SUPPLIED RECORDS Block Start

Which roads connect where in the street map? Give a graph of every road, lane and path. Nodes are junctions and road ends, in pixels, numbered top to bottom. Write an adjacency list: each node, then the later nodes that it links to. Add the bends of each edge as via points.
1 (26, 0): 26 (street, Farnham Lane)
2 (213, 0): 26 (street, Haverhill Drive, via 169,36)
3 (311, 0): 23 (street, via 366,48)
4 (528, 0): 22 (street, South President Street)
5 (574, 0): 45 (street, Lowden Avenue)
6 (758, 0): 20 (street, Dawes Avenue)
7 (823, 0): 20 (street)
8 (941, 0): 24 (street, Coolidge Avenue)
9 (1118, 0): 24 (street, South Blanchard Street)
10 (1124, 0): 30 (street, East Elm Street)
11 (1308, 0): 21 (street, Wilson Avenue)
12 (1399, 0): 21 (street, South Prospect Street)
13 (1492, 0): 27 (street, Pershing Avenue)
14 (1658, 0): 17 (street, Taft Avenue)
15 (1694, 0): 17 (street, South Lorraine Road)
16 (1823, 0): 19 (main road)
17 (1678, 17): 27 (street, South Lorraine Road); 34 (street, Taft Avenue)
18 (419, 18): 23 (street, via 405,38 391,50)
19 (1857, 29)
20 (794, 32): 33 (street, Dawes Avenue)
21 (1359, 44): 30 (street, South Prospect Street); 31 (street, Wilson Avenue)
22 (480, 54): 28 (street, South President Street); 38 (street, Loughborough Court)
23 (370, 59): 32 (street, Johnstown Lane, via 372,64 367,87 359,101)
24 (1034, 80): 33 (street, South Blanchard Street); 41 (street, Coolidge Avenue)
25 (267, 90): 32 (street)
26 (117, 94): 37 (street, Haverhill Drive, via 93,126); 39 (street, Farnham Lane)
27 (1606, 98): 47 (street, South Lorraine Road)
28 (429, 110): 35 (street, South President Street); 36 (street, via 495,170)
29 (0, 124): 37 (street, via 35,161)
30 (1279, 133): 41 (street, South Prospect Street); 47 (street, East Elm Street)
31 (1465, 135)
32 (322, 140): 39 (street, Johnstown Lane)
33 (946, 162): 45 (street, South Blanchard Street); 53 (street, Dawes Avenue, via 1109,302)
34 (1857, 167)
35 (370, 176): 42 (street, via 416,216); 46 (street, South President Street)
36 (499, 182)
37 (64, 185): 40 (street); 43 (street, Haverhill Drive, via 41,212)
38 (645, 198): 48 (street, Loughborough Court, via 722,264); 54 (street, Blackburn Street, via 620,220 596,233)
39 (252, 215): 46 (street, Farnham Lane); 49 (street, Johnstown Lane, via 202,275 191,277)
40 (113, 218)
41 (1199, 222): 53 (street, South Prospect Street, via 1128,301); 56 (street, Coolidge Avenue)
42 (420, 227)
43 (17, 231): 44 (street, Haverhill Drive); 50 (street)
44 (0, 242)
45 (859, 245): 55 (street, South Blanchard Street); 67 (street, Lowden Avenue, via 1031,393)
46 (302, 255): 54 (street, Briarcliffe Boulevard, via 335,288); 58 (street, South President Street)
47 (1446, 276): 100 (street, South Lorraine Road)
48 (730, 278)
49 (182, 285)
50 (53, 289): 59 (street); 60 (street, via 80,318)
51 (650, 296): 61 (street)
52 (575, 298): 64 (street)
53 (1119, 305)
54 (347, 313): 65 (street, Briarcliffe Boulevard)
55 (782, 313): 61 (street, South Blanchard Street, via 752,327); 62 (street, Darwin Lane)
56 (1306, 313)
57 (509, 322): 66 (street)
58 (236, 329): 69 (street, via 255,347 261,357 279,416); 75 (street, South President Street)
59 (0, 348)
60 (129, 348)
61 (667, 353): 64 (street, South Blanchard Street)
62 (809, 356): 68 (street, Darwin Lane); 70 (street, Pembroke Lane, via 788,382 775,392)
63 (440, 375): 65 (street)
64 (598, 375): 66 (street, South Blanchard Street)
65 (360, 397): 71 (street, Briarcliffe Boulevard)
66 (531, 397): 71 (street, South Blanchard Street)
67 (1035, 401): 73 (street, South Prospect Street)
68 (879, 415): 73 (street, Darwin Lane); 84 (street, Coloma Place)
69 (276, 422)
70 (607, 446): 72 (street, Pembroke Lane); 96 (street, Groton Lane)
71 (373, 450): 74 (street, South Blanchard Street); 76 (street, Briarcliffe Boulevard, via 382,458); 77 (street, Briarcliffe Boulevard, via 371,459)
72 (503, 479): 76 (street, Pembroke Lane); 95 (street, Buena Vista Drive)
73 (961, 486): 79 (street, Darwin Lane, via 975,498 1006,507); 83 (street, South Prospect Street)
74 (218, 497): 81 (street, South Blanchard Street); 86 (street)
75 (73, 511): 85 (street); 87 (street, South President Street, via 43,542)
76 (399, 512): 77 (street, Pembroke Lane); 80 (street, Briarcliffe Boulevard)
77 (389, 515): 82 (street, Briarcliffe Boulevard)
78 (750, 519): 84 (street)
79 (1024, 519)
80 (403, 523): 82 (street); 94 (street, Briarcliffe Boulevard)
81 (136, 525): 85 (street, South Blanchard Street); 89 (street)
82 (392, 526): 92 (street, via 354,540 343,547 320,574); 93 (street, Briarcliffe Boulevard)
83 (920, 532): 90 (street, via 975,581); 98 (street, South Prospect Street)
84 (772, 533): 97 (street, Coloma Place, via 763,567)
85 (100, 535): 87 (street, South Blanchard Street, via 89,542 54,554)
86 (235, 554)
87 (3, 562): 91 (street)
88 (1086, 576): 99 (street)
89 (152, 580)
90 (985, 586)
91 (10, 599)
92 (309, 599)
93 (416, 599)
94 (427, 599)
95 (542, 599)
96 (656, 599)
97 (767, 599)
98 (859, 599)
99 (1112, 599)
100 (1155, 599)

SUPPLIED RECORDS Block End

WORK TO COMPLETE :: Each record above should be output again exactly.

EXPECTED ANSWER ::
Which roads connect where in the street map? Give a graph of every road, lane and path. Nodes are junctions and road ends, in pixels, numbered top to bottom. Write an adjacency list: each node, then the later nodes that it links to. Add the bends of each edge as via points.
1 (26, 0): 26 (street, Farnham Lane)
2 (213, 0): 26 (street, Haverhill Drive, via 169,36)
3 (311, 0): 23 (street, via 366,48)
4 (528, 0): 22 (street, South President Street)
5 (574, 0): 45 (street, Lowden Avenue)
6 (758, 0): 20 (street, Dawes Avenue)
7 (823, 0): 20 (street)
8 (941, 0): 24 (street, Coolidge Avenue)
9 (1118, 0): 24 (street, South Blanchard Street)
10 (1124, 0): 30 (street, East Elm Street)
11 (1308, 0): 21 (street, Wilson Avenue)
12 (1399, 0): 21 (street, South Prospect Street)
13 (1492, 0): 27 (street, Pershing Avenue)
14 (1658, 0): 17 (street, Taft Avenue)
15 (1694, 0): 17 (street, South Lorraine Road)
16 (1823, 0): 19 (main road)
17 (1678, 17): 27 (street, South Lorraine Road); 34 (street, Taft Avenue)
18 (419, 18): 23 (street, via 405,38 391,50)
19 (1857, 29)
20 (794, 32): 33 (street, Dawes Avenue)
21 (1359, 44): 30 (street, South Prospect Street); 31 (street, Wilson Avenue)
22 (480, 54): 28 (street, South President Street); 38 (street, Loughborough Court)
23 (370, 59): 32 (street, Johnstown Lane, via 372,64 367,87 359,101)
24 (1034, 80): 33 (street, South Blanchard Street); 41 (street, Coolidge Avenue)
25 (267, 90): 32 (street)
26 (117, 94): 37 (street, Haverhill Drive, via 93,126); 39 (street, Farnham Lane)
27 (1606, 98): 47 (street, South Lorraine Road)
28 (429, 110): 35 (street, South President Street); 36 (street, via 495,170)
29 (0, 124): 37 (street, via 35,161)
30 (1279, 133): 41 (street, South Prospect Street); 47 (street, East Elm Street)
31 (1465, 135)
32 (322, 140): 39 (street, Johnstown Lane)
33 (946, 162): 45 (street, South Blanchard Street); 53 (street, Dawes Avenue, via 1109,302)
34 (1857, 167)
35 (370, 176): 42 (street, via 416,216); 46 (street, South President Street)
36 (499, 182)
37 (64, 185): 40 (street); 43 (street, Haverhill Drive, via 41,212)
38 (645, 198): 48 (street, Loughborough Court, via 722,264); 54 (street, Blackburn Street, via 620,220 596,233)
39 (252, 215): 46 (street, Farnham Lane); 49 (street, Johnstown Lane, via 202,275 191,277)
40 (113, 218)
41 (1199, 222): 53 (street, South Prospect Street, via 1128,301); 56 (street, Coolidge Avenue)
42 (420, 227)
43 (17, 231): 44 (street, Haverhill Drive); 50 (street)
44 (0, 242)
45 (859, 245): 55 (street, South Blanchard Street); 67 (street, Lowden Avenue, via 1031,393)
46 (302, 255): 54 (street, Briarcliffe Boulevard, via 335,288); 58 (street, South President Street)
47 (1446, 276): 100 (street, South Lorraine Road)
48 (730, 278)
49 (182, 285)
50 (53, 289): 59 (street); 60 (street, via 80,318)
51 (650, 296): 61 (street)
52 (575, 298): 64 (street)
53 (1119, 305)
54 (347, 313): 65 (street, Briarcliffe Boulevard)
55 (782, 313): 61 (street, South Blanchard Street, via 752,327); 62 (street, Darwin Lane)
56 (1306, 313)
57 (509, 322): 66 (street)
58 (236, 329): 69 (street, via 255,347 261,357 279,416); 75 (street, South President Street)
59 (0, 348)
60 (129, 348)
61 (667, 353): 64 (street, South Blanchard Street)
62 (809, 356): 68 (street, Darwin Lane); 70 (street, Pembroke Lane, via 788,382 775,392)
63 (440, 375): 65 (street)
64 (598, 375): 66 (street, South Blanchard Street)
65 (360, 397): 71 (street, Briarcliffe Boulevard)
66 (531, 397): 71 (street, South Blanchard Street)
67 (1035, 401): 73 (street, South Prospect Street)
68 (879, 415): 73 (street, Darwin Lane); 84 (street, Coloma Place)
69 (276, 422)
70 (607, 446): 72 (street, Pembroke Lane); 96 (street, Groton Lane)
71 (373, 450): 74 (street, South Blanchard Street); 76 (street, Briarcliffe Boulevard, via 382,458); 77 (street, Briarcliffe Boulevard, via 371,459)
72 (503, 479): 76 (street, Pembroke Lane); 95 (street, Buena Vista Drive)
73 (961, 486): 79 (street, Darwin Lane, via 975,498 1006,507); 83 (street, South Prospect Street)
74 (218, 497): 81 (street, South Blanchard Street); 86 (street)
75 (73, 511): 85 (street); 87 (street, South President Street, via 43,542)
76 (399, 512): 77 (street, Pembroke Lane); 80 (street, Briarcliffe Boulevard)
77 (389, 515): 82 (street, Briarcliffe Boulevard)
78 (750, 519): 84 (street)
79 (1024, 519)
80 (403, 523): 82 (street); 94 (street, Briarcliffe Boulevard)
81 (136, 525): 85 (street, South Blanchard Street); 89 (street)
82 (392, 526): 92 (street, via 354,540 343,547 320,574); 93 (street, Briarcliffe Boulevard)
83 (920, 532): 90 (street, via 975,581); 98 (street, South Prospect Street)
84 (772, 533): 97 (street, Coloma Place, via 763,567)
85 (100, 535): 87 (street, South Blanchard Street, via 89,542 54,554)
86 (235, 554)
87 (3, 562): 91 (street)
88 (1086, 576): 99 (street)
89 (152, 580)
90 (985, 586)
91 (10, 599)
92 (309, 599)
93 (416, 599)
94 (427, 599)
95 (542, 599)
96 (656, 599)
97 (767, 599)
98 (859, 599)
99 (1112, 599)
100 (1155, 599)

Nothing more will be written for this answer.